SPECIAL DISTINCTION— AESTHETICS AND MATERIALS
“Light: Installations by Bruce Munro”
Longwood Gardens, Kennett Square, PA
This temporary exhibition displayed eight light installations by U.K. artist Bruce Munro. Artworks were strategically placed throughout Longwood Gardens to highlight a range of areas within the gardens, transforming lakes, meadows, forests and fields in ways that demonstrated the links between nature and culture. Judges chose this exhibition for an award because of its innovative use of everyday materials to create an aesthetically beautiful exhibition experience that expanded the role of public gardens as a place to not only view nature but also appreciate art.
SPECIAL DISTINCTION— MESSAGING AND ENGAGEMENT
“Health Happens Here”
The California Museum, Sacramento
This permanent exhibition was developed for California elementary students and
policymakers to change attitudes and assumptions about health. Instead of focusing on individual behavior, this exhibition takes a community-based perspective by showing that health “happens” in neighborhoods and schools and by promoting interactivity, personal connections and empowerment. Judges chose this exhibition because it tackled an old topic in a new way that sought not just to teach but to empower visitors.
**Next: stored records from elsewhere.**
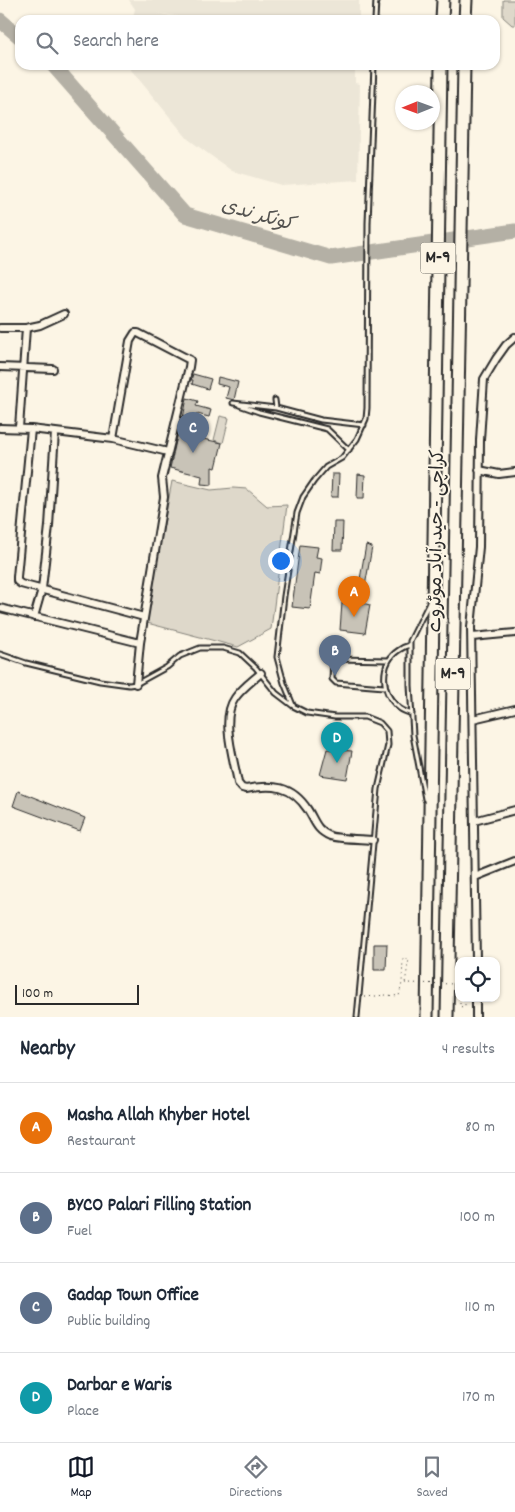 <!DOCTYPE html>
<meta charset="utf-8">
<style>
:root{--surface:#fff;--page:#f2f2f3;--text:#1f2937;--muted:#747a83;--line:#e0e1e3;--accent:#111827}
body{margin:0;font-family:Dekko,"Playpen Sans Arabic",sans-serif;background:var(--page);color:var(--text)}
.controls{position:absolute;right:15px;bottom:15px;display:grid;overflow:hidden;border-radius:10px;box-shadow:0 1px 4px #0004}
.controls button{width:45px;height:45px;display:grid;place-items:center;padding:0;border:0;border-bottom:1px solid var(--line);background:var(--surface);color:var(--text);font:25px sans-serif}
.compass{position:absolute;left:395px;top:85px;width:45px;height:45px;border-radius:50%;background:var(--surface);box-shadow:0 1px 4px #0004;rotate:269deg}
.scale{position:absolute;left:15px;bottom:12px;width:124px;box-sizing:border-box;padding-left:5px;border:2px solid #2b2b2b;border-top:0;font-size:14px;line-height:18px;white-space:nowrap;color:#2b2b2b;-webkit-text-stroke:4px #fcf5e5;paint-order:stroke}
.you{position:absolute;left:280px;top:560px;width:18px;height:18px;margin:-12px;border:4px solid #fff;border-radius:50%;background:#1a73e8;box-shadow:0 0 0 8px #1a73e833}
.badge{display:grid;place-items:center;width:32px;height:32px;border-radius:50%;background:var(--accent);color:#fff;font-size:16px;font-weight:700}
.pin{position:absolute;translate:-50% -41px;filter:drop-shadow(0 1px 2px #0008)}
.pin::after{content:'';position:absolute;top:26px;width:18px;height:15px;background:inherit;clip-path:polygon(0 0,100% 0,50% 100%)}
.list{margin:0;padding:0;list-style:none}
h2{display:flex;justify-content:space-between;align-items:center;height:65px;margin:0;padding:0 20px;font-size:21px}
h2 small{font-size:16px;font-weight:400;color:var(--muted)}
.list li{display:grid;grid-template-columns:32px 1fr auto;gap:15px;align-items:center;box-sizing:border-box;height:90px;padding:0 20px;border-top:1px solid var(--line)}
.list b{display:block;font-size:19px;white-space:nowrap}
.list p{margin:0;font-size:16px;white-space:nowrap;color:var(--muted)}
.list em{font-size:16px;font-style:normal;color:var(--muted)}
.icon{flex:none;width:28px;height:28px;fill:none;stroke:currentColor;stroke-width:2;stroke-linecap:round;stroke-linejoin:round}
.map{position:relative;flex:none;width:515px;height:1017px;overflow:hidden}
.search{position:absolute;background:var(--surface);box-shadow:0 1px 4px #0004;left:15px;right:15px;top:15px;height:55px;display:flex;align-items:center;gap:12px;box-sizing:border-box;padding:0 18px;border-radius:15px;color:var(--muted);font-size:19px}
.sheet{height:425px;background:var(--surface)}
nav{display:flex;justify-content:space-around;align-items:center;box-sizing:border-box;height:70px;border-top:1px solid var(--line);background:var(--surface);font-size:14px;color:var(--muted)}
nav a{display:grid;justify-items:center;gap:2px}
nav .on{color:var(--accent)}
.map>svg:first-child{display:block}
.built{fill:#ece6d7}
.green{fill:#ded8ca;stroke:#84827a}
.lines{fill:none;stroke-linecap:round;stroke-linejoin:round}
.river{stroke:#b4b0a5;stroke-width:15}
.building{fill:#c8c3b7;stroke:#2b2b2b}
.lane-casing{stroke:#2b2b2b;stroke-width:7}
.street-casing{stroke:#2b2b2b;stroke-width:10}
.highway-casing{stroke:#2b2b2b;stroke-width:15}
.path{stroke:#2b2b2b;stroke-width:1;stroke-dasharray:1 4;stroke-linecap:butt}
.lane{stroke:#fcf5e5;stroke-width:3}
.street{stroke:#fcf5e5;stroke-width:6}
.highway{stroke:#fcf5e5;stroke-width:11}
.path-bridge{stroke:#2b2b2b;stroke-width:1;stroke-dasharray:1 4;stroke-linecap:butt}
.labels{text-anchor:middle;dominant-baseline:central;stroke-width:4;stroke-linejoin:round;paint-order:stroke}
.shield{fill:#fcf5e5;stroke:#6a6863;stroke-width:1}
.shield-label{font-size:18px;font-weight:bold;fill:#2b2b2b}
.street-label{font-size:19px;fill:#2b2b2b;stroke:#fcf5e5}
.water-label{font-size:20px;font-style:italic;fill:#545350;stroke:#fcf5e5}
</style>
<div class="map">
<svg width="515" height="1017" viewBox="0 0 515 1017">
<rect width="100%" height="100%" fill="#fcf5e5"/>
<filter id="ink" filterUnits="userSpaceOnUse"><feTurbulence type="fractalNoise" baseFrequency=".02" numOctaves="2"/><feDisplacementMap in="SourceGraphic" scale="10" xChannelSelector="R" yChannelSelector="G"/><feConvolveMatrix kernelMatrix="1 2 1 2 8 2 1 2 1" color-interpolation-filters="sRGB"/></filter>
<g filter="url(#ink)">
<path class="built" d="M129,0H359V20H196L158,13L186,20H132L135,9Z
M127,65H355V83L360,84L358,180L281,185L232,171L188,139Z"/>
<path class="green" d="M503,0H515V25H512L503,17Z
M220,416L229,418L223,443L214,440Z
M172,481L211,490L233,488L247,489L267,506L287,505L271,629L238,647L147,623L149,606Z"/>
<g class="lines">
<path class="river" d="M0,20L20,37
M53,65L185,215L331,258L515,231"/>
</g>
<path class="building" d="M193,374L211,379L208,389L192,384L193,380H191Z
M218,377L238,382L234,400L226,398L229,387L217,384Z
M187,398L198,401L196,406L211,410L209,417L197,414L192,433L204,436L203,439L222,443L216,468L212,467V485L201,484L202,476L170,468L178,432L180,433Z
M332,474H339L338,497H331Z
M358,474L365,475L364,498H357Z
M334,522H343L342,550H333Z
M300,545L318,547L316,557L322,558L320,574L315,573L310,609L292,607Z
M366,545L372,547L362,603L370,605L365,633L340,630L342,603L351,604L352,601L356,602Z
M327,749L352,751L347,779L320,775Z
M18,791L85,818L80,831L13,806Z
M374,944H387L386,970H374Z"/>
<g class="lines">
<defs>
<path id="lane" d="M375,20L376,0
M275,400L276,408
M233,403L276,408L321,420L364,425
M239,405L259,412L327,429L349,450
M410,645C406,646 402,648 399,650C379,663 381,693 398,707C402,711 407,712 412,714
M0,654L26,663L100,681L129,685L136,684L167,667L180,656L200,648H223L240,653L256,668L276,693L293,706L307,713L335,717H365L380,723L387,731L388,745L378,789L357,1017
M384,687L336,683L332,679L333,662L337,659L389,660
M293,705L284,683L277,657L284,596L297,513L303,497L314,481L326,467L342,458L357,439L366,419L367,408L368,223L374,65
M425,799L413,735L410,685V641L429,603"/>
<path id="street" d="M0,328H26L40,325L64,314
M0,367L53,369
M0,428L31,429L113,439L168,452
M19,428L26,328
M31,429L17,577V581L21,584L144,617
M113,439L130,341L135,333H138L190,360L189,367L162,478L164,497L140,643L136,684
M479,470L499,474L515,472
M0,608L140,643
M34,617L42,589L49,526L55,432
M472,637L515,633
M261,673C252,681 242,688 235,698C220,719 234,759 238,783L242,788L246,789C272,784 292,785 308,810C315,821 316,830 330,836C338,839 363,839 373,840
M473,719L515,709
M474,821L515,810
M475,877L515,861
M476,961L471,627L479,547L480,440L484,379L496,359L506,345L515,337
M476,998V1017"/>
<path id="highway" d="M442,20L443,0
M465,20L466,0
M427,1017L441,65
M447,1017L464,65"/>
</defs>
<use href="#lane" class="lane-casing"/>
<use href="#street" class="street-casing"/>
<use href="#highway" class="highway-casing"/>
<path class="path" d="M365,997L386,995L399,996L402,983L403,959H409L405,983
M460,998V1007L465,1006V998"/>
<use href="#lane" class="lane"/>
<use href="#street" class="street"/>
<use href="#highway" class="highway"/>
<path class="path-bridge" d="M405,983L459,984"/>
</g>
</g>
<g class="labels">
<g class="shield">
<rect x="420.5" y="242.5" width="35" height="31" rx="4"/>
<rect x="435.5" y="658.5" width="35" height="31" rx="4"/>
</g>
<g class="shield-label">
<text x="438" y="258">M-9</text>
<text x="453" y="674">M-9</text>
</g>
<g class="street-label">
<text transform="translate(438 541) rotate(-89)">کراچی - حیدرآباد موٹروے</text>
</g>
<g class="water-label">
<text transform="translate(257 216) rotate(16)">کونکر ندی</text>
</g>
</g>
</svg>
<div class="controls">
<button><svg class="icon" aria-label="locate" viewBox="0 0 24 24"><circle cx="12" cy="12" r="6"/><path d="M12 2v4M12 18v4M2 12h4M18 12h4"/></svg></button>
</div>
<svg class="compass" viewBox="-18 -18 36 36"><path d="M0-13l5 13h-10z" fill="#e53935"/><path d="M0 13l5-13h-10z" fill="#747a83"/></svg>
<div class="scale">100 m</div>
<div class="you"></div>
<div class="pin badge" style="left:354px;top:617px;background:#e8710a">A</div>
<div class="pin badge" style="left:335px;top:676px;background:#5c6f8a">B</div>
<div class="pin badge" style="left:193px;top:453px;background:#5c6f8a">C</div>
<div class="pin badge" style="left:337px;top:763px;background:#0f9aa8">D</div>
<div class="search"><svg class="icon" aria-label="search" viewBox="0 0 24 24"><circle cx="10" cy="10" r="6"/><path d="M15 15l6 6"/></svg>Search here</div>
</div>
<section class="sheet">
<h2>Nearby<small>4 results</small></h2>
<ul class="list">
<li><span class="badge" style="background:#e8710a">A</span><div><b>Masha Allah Khyber Hotel</b><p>Restaurant</p></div><em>80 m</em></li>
<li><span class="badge" style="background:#5c6f8a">B</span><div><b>BYCO Palari Filling Station</b><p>Fuel</p></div><em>100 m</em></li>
<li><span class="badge" style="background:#5c6f8a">C</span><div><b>Gadap Town Office</b><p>Public building</p></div><em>110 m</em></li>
<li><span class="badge" style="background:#0f9aa8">D</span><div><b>Darbar e Waris</b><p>Place</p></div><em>170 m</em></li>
</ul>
</section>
<nav>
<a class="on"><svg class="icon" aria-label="map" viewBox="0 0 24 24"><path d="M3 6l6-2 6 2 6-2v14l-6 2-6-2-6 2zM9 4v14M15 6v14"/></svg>Map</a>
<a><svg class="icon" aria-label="directions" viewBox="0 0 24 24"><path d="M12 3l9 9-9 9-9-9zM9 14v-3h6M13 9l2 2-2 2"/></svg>Directions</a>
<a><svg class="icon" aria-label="saved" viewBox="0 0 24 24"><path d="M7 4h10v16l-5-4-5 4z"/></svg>Saved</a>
</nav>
SPECIAL DISTINCTION—COMMUNITY ENGAGEMENT
“Out in Chicago”
Chicago History Museum
This temporary exhibition explored the vibrant lesbian, gay, bisexual and transgender (LGBT) history of Chicago from the 1850s through today. It detailed the emergence of diverse LGBT communities, emphasizing the everyday lives of these Chicagoans as well as their activist struggles for equality and against homophobia and the fear of gender difference. Judges chose this exhibition for an award because of its continued commitment to engaging the community.
SPECIAL DISTINCTION—ALIGNMENT OF SITE AND MISSION
Suite of Exhibitions: “Sky,” “Life,” “Land,” “First Peoples,” “Great Salt Lake” and “Past Worlds”
Natural History Museum of Utah, Salt Lake City
These six permanent exhibitions provide a place-based visitor experience rooted in the natural phenomena and science of Utah’s unique landscapes and ecosystems. Although each exhibition has different content, they are all connected spatially and thematically through common topics about energy flow, evolution, ecology and biodiversity. Judges chose these exhibitions for an award because they were especially effective in using exterior and interior space to achieve their mission.